[[ DATASET RECORDS open ]]

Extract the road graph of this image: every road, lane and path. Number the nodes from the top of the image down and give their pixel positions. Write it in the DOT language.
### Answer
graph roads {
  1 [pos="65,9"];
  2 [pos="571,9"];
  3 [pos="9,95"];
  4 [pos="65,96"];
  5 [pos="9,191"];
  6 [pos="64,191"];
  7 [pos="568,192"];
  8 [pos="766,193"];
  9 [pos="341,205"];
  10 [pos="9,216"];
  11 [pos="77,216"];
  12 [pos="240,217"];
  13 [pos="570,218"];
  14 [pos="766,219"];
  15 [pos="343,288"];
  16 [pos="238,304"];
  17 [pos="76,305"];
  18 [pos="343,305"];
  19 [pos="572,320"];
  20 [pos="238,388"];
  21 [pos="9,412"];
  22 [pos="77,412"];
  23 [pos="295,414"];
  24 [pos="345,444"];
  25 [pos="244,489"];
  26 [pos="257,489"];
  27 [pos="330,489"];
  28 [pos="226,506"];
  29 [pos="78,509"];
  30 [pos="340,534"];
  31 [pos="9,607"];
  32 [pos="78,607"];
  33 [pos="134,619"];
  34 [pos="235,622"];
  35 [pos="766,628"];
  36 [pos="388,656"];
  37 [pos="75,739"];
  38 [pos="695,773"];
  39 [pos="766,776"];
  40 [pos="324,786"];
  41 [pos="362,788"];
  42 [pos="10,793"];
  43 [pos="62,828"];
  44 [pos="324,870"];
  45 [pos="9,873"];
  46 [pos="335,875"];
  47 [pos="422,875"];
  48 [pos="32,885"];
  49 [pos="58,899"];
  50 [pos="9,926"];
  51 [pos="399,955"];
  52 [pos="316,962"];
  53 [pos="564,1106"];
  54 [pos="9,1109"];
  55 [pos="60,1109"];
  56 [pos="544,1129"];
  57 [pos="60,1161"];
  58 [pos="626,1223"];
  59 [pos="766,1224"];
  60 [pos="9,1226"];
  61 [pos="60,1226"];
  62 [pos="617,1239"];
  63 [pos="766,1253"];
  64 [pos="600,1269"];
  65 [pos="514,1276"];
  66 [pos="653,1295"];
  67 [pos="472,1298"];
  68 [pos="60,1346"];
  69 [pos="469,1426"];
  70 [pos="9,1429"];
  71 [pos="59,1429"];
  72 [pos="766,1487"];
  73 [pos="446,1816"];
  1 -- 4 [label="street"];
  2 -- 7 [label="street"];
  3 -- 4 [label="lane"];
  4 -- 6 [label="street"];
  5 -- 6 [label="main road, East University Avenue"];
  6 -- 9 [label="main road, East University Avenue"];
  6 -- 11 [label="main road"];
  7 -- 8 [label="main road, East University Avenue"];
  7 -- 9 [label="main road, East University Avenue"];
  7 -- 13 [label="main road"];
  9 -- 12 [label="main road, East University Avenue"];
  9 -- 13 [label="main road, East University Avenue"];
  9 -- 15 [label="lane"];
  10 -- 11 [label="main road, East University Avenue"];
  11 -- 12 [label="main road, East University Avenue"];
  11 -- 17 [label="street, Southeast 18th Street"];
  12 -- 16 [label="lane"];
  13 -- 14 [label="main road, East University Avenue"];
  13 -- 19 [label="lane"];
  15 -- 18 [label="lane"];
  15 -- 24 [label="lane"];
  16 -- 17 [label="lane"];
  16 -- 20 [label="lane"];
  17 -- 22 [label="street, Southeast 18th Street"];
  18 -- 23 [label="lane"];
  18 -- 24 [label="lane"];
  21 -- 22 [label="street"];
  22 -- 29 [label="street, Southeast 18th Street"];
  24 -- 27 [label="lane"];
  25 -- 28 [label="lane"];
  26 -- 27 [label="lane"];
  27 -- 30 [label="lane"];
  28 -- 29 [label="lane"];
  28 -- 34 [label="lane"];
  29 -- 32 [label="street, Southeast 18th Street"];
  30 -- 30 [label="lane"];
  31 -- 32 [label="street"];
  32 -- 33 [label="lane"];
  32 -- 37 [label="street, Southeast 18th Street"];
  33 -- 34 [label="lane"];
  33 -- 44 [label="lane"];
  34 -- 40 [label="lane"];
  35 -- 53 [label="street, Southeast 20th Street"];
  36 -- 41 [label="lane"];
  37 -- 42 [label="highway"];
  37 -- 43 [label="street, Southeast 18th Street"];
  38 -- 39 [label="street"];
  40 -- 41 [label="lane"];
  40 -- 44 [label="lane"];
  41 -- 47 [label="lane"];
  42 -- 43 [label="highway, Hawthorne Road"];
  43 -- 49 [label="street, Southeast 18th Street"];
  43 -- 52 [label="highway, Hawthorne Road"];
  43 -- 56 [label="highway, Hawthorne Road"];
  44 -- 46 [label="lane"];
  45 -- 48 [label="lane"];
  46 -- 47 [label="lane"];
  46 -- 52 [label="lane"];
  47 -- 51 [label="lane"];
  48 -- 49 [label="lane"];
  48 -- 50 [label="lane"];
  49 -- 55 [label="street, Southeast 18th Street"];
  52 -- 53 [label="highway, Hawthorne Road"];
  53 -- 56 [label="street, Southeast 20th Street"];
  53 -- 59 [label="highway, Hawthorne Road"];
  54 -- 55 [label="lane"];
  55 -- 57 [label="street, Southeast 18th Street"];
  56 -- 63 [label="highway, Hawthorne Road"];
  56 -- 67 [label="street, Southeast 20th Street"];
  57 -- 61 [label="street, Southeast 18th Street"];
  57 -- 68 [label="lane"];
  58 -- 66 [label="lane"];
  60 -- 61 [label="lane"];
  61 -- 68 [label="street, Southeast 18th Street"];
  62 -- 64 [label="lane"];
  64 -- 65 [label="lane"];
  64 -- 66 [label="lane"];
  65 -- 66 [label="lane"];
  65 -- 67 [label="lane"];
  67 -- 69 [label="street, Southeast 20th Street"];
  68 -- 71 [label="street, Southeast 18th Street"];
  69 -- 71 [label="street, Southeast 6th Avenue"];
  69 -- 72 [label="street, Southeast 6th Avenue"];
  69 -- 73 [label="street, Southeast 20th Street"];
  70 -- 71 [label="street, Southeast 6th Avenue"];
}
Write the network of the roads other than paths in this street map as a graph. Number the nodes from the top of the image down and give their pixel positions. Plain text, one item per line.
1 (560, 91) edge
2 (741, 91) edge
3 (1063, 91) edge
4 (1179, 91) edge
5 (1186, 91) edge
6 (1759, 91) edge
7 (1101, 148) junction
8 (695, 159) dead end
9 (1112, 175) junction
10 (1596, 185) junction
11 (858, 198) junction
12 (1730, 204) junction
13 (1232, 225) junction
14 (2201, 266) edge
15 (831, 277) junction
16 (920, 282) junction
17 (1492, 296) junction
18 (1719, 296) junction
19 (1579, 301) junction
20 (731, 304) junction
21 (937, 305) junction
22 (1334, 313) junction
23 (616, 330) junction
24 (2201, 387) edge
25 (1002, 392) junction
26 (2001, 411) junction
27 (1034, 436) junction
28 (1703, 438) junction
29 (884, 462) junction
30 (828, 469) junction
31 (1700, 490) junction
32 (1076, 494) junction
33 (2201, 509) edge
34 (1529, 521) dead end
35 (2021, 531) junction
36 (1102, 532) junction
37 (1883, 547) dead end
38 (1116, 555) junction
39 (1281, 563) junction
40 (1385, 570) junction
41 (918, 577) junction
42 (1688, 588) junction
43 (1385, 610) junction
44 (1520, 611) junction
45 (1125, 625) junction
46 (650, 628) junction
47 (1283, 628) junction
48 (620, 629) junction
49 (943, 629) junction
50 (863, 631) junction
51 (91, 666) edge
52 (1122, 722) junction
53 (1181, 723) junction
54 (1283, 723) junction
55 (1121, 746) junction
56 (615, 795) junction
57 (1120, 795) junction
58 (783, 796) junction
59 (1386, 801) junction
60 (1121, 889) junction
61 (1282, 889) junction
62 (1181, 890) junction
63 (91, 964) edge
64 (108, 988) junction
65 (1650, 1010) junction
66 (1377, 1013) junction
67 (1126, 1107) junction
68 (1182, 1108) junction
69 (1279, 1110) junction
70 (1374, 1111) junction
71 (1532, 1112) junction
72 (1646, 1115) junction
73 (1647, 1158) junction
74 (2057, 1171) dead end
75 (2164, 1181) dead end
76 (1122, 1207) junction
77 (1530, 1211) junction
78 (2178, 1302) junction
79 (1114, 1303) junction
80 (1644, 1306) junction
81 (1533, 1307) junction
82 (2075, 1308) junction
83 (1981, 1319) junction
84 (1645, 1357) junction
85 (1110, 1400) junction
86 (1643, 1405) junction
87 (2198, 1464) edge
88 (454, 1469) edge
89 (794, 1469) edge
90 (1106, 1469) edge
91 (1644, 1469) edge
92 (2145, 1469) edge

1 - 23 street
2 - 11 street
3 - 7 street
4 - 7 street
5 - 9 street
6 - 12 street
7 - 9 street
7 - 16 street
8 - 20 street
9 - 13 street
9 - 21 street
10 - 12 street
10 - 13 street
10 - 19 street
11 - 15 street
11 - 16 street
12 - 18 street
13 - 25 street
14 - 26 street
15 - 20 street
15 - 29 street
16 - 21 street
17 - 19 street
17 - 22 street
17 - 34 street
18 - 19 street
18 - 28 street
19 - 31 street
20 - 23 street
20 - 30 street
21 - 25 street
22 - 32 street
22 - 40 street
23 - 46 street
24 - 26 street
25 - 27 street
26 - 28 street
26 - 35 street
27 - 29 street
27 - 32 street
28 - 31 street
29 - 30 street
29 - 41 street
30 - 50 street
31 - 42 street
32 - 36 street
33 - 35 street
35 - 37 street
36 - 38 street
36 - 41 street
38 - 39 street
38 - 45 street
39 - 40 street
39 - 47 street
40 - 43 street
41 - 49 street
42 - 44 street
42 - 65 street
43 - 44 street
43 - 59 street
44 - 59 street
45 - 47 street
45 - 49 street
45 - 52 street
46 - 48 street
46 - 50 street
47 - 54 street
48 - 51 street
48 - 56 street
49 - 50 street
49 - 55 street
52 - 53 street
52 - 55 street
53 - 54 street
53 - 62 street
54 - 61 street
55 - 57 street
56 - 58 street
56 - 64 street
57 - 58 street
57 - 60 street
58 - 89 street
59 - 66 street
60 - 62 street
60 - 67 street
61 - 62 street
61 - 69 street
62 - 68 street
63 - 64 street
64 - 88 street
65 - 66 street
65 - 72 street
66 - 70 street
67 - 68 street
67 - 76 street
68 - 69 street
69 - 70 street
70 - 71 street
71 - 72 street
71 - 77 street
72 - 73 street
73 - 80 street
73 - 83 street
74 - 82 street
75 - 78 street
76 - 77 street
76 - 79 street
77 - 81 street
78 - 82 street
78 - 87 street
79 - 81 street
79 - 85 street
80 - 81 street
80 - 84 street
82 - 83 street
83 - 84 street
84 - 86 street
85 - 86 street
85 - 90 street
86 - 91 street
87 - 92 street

[[ DATASET RECORDS closed ]]

- _ABOUT THIS TASK_
All lines above that include the word "University" should be located and copied.

- _REPLY_
  5 -- 6 [label="main road, East University Avenue"];
  6 -- 9 [label="main road, East University Avenue"];
  7 -- 8 [label="main road, East University Avenue"];
  7 -- 9 [label="main road, East University Avenue"];
  9 -- 12 [label="main road, East University Avenue"];
  9 -- 13 [label="main road, East University Avenue"];
  10 -- 11 [label="main road, East University Avenue"];
  11 -- 12 [label="main road, East University Avenue"];
  13 -- 14 [label="main road, East University Avenue"];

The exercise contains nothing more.